Dice Leoni. “Il 7 marzo scorso ero a Gemonio per il consueto affettuoso saluto. Lui accomodato nella sua solita poltrona, io di fronte. Parliamo. Mi dice: ‘Raduna tutta la nostra gente e riponila sotto una unica bandiera’. Ho capito immediatamente a cosa si riferiva, l’invito mi è stato subito chiaro. E poi di seguito: ‘Di questi tempi la dispersione dei voti porta alla morte della Lega, è questo quello che vuoi?’. Per la miseria, questa affermazione mi ha gelato il sangue!”.

Leoni venne via da Gemonio, rendendosi conto che “…il Capo mi aveva messo tra le mani una bomba ad orologeria, cui lui stesso aveva tolto la sicura. Due giorni dopo scrivo un articolo su La nuova Padania nel quale mi chiedo: ‘Per arrivare al compmento di questo desiderio, condiviso subito anche da me, servirebbe organizzare una Pontida, proprio sul pratone, tutti assieme, come negli anni gloriosi.

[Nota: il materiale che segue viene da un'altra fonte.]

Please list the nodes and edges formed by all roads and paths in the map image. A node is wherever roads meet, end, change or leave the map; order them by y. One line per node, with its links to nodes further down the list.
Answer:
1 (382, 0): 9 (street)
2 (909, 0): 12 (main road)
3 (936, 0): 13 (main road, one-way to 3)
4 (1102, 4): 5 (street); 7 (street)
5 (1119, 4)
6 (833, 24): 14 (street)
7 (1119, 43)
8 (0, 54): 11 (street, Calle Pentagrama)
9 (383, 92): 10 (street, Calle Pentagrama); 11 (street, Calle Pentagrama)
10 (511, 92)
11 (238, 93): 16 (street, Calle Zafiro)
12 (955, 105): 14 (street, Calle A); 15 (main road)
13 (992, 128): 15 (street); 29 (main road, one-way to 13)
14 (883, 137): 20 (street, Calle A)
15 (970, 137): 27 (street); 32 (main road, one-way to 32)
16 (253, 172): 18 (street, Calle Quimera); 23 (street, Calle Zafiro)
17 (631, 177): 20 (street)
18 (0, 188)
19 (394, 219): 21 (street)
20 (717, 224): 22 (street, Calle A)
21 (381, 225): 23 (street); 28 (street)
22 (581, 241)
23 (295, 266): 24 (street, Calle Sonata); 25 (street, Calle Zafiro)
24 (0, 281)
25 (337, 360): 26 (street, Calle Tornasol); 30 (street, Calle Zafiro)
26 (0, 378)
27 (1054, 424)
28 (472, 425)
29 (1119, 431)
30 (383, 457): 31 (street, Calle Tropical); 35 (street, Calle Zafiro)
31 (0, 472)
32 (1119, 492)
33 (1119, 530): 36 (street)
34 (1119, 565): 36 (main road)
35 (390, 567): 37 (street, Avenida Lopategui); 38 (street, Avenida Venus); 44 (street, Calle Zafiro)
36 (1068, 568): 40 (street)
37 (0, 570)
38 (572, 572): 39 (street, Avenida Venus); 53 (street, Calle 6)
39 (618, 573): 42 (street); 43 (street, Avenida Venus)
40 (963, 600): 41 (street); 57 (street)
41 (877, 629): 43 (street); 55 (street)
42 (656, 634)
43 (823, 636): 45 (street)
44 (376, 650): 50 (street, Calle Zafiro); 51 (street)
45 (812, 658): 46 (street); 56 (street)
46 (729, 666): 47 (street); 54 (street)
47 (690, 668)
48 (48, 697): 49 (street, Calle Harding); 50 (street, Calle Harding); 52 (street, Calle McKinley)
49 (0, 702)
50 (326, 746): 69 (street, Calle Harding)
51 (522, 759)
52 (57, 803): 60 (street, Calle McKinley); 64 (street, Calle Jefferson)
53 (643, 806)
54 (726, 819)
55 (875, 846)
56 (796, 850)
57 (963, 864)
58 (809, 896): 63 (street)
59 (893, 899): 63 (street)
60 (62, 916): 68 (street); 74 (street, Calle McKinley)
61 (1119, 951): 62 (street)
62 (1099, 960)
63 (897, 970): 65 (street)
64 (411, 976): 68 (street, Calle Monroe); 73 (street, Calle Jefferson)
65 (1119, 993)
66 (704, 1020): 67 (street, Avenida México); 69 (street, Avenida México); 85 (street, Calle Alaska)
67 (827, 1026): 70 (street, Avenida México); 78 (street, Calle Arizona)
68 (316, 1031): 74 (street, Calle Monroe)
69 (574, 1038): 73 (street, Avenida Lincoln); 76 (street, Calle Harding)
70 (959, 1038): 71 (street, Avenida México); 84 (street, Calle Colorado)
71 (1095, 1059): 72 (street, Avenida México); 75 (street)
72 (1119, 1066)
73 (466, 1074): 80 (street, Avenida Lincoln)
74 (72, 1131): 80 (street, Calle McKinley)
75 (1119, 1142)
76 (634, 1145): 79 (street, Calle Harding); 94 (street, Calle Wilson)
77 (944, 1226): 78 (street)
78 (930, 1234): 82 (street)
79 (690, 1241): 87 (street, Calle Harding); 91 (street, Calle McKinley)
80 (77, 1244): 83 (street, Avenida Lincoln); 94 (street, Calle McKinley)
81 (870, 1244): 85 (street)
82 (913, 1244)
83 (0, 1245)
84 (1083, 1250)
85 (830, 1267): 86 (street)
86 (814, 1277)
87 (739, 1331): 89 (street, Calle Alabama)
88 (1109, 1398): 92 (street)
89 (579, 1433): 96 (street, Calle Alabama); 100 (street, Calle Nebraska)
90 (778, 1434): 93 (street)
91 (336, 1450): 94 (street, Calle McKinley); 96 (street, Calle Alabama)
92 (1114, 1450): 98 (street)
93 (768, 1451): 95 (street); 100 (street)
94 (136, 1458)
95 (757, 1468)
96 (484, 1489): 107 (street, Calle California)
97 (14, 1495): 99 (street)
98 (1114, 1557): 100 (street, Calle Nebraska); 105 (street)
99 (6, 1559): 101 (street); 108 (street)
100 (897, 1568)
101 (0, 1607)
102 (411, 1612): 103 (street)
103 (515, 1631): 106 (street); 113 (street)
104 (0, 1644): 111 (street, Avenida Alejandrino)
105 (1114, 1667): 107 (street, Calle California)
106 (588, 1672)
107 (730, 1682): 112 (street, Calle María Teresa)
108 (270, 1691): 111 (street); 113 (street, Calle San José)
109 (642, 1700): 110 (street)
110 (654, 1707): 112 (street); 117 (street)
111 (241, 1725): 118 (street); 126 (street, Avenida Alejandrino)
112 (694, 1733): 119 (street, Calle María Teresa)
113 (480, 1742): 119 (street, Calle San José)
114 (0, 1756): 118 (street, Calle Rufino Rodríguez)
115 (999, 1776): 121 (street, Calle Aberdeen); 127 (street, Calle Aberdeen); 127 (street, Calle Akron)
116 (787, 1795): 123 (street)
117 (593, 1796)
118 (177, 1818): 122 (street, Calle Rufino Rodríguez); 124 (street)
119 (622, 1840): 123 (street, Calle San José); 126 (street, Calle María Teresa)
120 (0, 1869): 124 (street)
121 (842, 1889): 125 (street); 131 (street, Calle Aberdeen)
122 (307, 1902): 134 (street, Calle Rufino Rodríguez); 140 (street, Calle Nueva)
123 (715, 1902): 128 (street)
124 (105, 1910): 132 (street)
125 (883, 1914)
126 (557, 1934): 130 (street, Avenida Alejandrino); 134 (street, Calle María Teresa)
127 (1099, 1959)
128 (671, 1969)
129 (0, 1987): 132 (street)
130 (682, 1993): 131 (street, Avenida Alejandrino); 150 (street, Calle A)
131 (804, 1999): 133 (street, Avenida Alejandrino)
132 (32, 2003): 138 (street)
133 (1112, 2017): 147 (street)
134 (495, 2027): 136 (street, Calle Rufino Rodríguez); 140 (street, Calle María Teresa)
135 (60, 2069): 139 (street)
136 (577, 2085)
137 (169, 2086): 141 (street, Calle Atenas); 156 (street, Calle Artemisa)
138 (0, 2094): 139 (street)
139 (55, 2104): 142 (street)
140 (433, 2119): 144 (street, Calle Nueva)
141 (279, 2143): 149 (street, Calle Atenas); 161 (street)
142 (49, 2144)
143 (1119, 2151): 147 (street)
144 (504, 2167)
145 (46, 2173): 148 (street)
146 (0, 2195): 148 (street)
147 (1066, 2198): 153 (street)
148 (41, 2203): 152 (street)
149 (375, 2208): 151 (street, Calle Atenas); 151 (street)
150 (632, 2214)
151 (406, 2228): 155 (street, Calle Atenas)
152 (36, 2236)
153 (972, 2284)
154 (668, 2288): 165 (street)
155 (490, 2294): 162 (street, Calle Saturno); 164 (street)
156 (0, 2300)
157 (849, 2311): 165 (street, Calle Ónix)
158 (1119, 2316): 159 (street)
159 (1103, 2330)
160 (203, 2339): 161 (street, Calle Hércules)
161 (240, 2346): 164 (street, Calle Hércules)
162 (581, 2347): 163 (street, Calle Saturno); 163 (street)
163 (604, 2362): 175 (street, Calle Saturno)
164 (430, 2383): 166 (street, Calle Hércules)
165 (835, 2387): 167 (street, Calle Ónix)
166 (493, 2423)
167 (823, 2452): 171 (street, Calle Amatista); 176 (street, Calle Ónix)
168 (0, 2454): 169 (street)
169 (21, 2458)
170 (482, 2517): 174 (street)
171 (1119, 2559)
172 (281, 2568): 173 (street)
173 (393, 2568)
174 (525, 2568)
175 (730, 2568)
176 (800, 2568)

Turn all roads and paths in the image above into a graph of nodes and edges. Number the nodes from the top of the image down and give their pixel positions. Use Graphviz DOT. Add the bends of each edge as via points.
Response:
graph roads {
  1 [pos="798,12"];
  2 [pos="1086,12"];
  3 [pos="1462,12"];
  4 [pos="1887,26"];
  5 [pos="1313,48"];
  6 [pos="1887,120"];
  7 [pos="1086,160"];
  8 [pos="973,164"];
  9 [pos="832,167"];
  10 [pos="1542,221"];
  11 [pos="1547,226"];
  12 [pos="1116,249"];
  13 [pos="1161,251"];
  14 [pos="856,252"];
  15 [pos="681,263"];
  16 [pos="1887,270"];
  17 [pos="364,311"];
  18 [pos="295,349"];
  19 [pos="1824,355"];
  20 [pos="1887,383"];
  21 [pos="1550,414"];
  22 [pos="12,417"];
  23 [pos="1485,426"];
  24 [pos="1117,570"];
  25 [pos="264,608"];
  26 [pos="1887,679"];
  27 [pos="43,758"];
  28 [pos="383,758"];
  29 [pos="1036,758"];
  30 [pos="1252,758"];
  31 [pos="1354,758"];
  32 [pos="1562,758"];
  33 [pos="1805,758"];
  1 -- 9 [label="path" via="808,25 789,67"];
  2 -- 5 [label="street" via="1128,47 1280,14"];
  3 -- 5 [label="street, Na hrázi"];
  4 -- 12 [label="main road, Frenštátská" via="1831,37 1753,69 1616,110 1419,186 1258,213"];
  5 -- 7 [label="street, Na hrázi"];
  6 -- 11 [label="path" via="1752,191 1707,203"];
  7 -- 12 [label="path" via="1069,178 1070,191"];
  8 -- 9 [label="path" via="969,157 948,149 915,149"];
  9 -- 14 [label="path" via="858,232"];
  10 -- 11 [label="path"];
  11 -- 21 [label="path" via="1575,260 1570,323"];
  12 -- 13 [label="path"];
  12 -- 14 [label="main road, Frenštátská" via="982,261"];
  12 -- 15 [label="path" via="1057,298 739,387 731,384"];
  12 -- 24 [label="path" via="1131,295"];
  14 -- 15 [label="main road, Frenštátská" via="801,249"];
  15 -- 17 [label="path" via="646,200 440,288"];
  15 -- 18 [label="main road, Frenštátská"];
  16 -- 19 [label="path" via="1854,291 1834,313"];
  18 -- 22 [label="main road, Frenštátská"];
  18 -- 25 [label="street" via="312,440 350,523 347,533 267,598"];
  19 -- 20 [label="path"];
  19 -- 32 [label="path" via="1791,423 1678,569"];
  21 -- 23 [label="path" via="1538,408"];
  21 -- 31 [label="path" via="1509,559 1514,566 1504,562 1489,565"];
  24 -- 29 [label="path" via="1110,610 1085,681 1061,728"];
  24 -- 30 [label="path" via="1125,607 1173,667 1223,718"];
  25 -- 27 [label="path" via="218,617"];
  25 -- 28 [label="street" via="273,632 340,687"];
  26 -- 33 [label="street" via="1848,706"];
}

Scorrendo gli annuali cercavo una data simbolica, sarebbe servito un po’ di tempo, qualche mese… Invece le cose sono precipitate, la scelta ancora una volta l’ha fatta lui. Il Padre Eterno lo accolga nel suo grembo”.

Bossi, guarda caso, se ne va non in un giorno qualsiasi, ma nel giorno della festa del papà. Continua Leoni: “Lui come San Giuseppe padre putativo di tutti noi . 19 marzo. È dunque Umberto che fissa la data per l’appuntamento a Pontida: sarà il 22 marzo, tutti insieme per salutarlo: una data più simbolica di cosi…Troppo poco il tempo che mi sarebbe stato necessario per organizzare tutto. Serviva un palco da dove sarebbero arrivati messaggi di riconciliazione, con proposte per trovare soluzioni giuste e durature e impegnarsi in un dialogo sincero. Con l’intento, ad esempio, di porre subito fine all’uso di un linguaggio carico di odio e vendetta come è poi echeggiato durante la funzione funebre”.

Un moto d’amarezza. Ancora Leoni: “Poi l’impegno di tutti per un dialogo sincero, in stretta collaborazione con le varie sigle locali, promuovendo la pacificazione. Oggi io sono pronto ad assumermi la responsabilità morale di fermare la spirale del disprezzo e del rancore che ho notato domenica 22. Me lo ha detto il Capo: prima che diventi una voragine irreparabile!“.

E dunque, conclude l’architetto di Mornago: “La riconciliazione non può essere rimandata. È una necessità urgente tradotta in decisioni responsabili da tutti, nessuno escluso”.